When the King summoned the Estates General in 1789 Brillat-Savarin was elected to represent the Third Estate of Belley. In a biographical sketch Anne Drayton observes "there was nothing of the revolutionary in his make-up", and when the Estates General reformed as the National Constituent Assembly he made speeches opposing the division of France into eighty-three administrative departments, the introduction of trial by jury and the abolition of capital punishment.

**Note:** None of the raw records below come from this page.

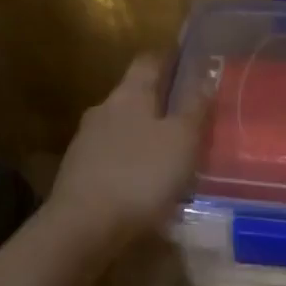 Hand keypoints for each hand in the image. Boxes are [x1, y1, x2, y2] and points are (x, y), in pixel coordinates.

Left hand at [47, 54, 206, 246]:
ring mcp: (86, 142)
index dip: (169, 58)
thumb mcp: (181, 140)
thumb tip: (206, 74)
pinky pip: (113, 156)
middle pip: (134, 94)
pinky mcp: (79, 172)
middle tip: (188, 113)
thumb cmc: (140, 175)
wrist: (84, 227)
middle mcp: (103, 110)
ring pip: (123, 126)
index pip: (148, 60)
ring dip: (145, 133)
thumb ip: (194, 106)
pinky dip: (131, 160)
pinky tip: (145, 179)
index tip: (189, 60)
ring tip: (170, 151)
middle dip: (159, 100)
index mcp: (128, 95) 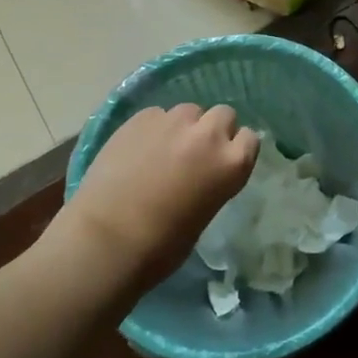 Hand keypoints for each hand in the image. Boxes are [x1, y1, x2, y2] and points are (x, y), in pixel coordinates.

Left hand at [60, 104, 257, 290]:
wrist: (107, 238)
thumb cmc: (162, 245)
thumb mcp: (205, 213)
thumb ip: (212, 182)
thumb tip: (201, 173)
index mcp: (232, 164)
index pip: (250, 138)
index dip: (235, 148)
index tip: (221, 161)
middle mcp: (208, 134)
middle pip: (223, 114)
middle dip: (212, 129)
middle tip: (194, 153)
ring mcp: (173, 121)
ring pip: (189, 111)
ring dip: (183, 126)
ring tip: (163, 149)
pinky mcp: (140, 118)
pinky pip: (157, 115)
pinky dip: (153, 129)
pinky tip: (137, 150) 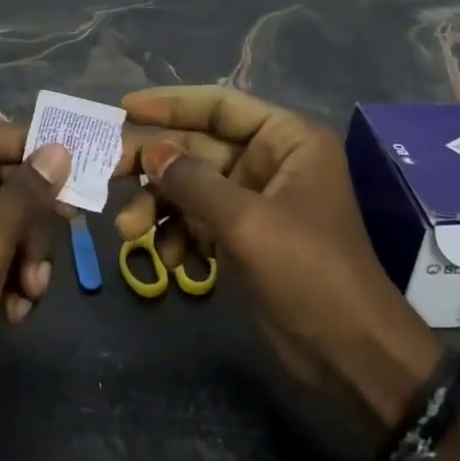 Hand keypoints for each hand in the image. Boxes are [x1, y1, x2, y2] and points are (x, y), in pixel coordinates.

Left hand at [0, 126, 70, 436]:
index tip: (70, 155)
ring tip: (32, 289)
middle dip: (32, 217)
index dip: (26, 143)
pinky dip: (10, 279)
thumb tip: (59, 150)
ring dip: (26, 256)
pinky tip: (16, 311)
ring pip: (2, 223)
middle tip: (73, 222)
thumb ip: (26, 193)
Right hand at [116, 87, 441, 424]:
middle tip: (108, 172)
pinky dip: (178, 237)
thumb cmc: (309, 273)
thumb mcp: (246, 221)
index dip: (171, 104)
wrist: (351, 356)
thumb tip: (149, 151)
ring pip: (192, 188)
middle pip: (198, 148)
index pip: (220, 106)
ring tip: (129, 232)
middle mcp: (270, 162)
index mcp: (287, 140)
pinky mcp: (244, 239)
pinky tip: (169, 262)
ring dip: (159, 207)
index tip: (124, 108)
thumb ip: (192, 181)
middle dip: (155, 165)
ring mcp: (255, 202)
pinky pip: (198, 222) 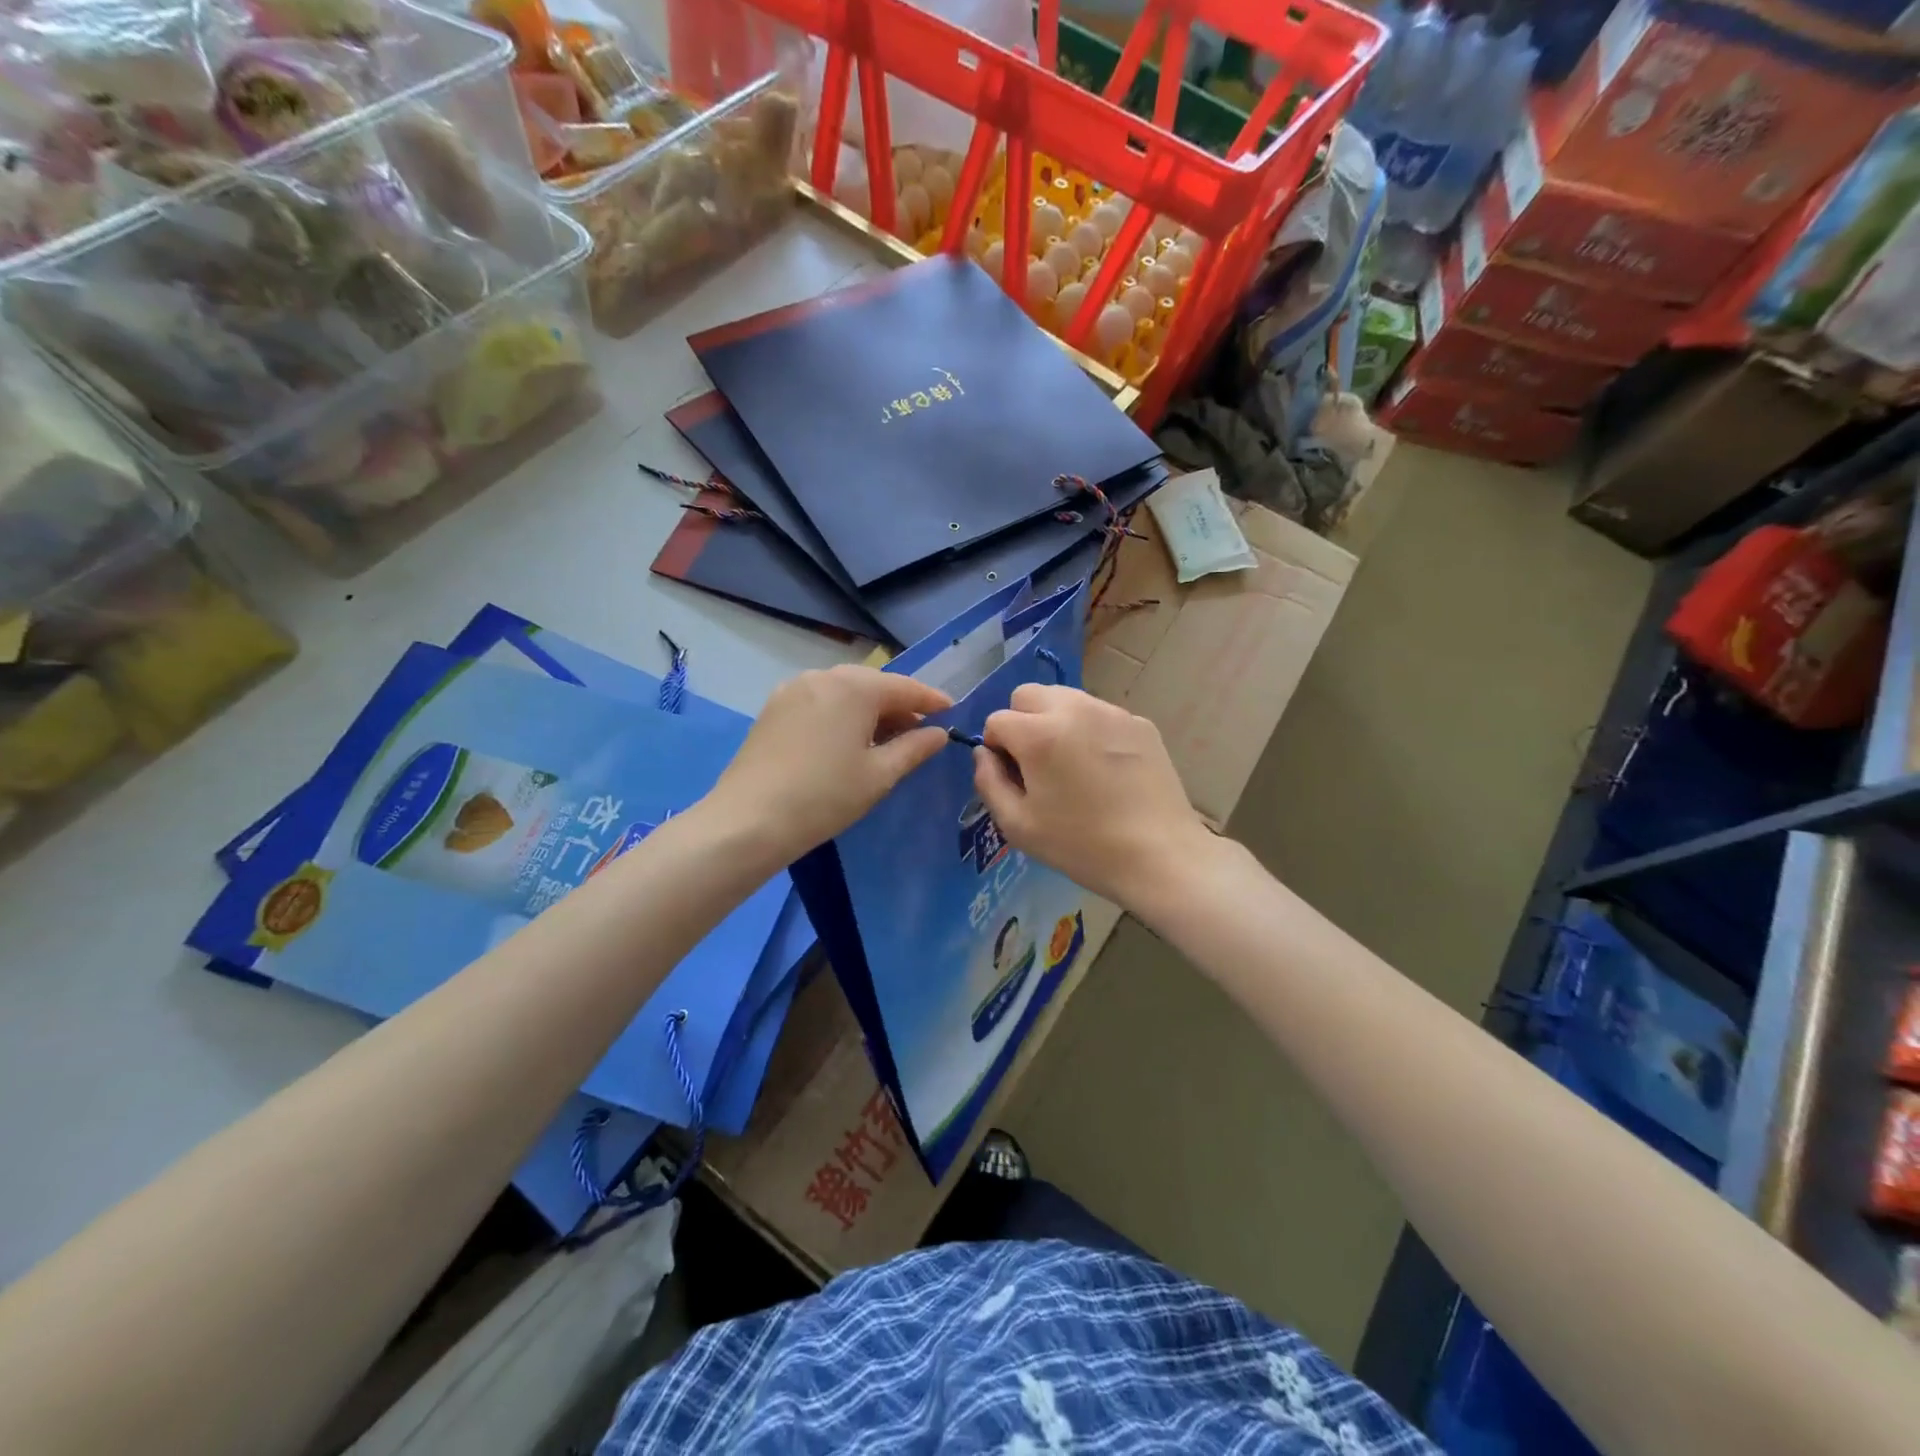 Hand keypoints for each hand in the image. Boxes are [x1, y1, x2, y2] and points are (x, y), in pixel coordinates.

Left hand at [706, 665, 951, 861]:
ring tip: (886, 738)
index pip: (905, 687)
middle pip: (873, 684)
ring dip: (869, 709)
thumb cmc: (825, 796)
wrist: (749, 820)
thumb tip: (939, 733)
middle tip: (920, 730)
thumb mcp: (879, 775)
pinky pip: (820, 701)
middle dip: (899, 704)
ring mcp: (793, 689)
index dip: (931, 700)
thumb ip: (914, 748)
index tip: (952, 711)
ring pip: (844, 691)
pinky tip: (848, 739)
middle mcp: (823, 676)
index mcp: (854, 687)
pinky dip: (842, 713)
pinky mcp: (774, 707)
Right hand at [972, 683, 1212, 907]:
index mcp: (1039, 733)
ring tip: (1072, 765)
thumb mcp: (1018, 825)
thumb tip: (984, 753)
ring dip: (1056, 722)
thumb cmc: (1081, 845)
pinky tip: (1106, 770)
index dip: (997, 749)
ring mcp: (1111, 712)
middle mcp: (1073, 709)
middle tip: (1038, 764)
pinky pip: (1099, 714)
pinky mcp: (1140, 722)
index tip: (1014, 777)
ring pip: (1066, 699)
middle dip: (1022, 722)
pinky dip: (1091, 731)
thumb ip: (988, 781)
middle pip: (1028, 695)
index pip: (997, 720)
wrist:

At the end of his term of office in September 1791 Brillat-Savarin returned home as president of the civil tribunal of the new department of Ain, but as politics in Paris became increasingly radical, with the abolition of the monarchy, he was persona non grata with the new regime, and was dismissed from his post for royalist sympathies. Such was his popularity among his fellow citizens that in December 1792 he was elected mayor of Belley. For nearly a year he strove to protect his city from the excesses of the revolution, but when the Reign of Terror began in September 1793 he felt increasingly at risk of arrest and execution.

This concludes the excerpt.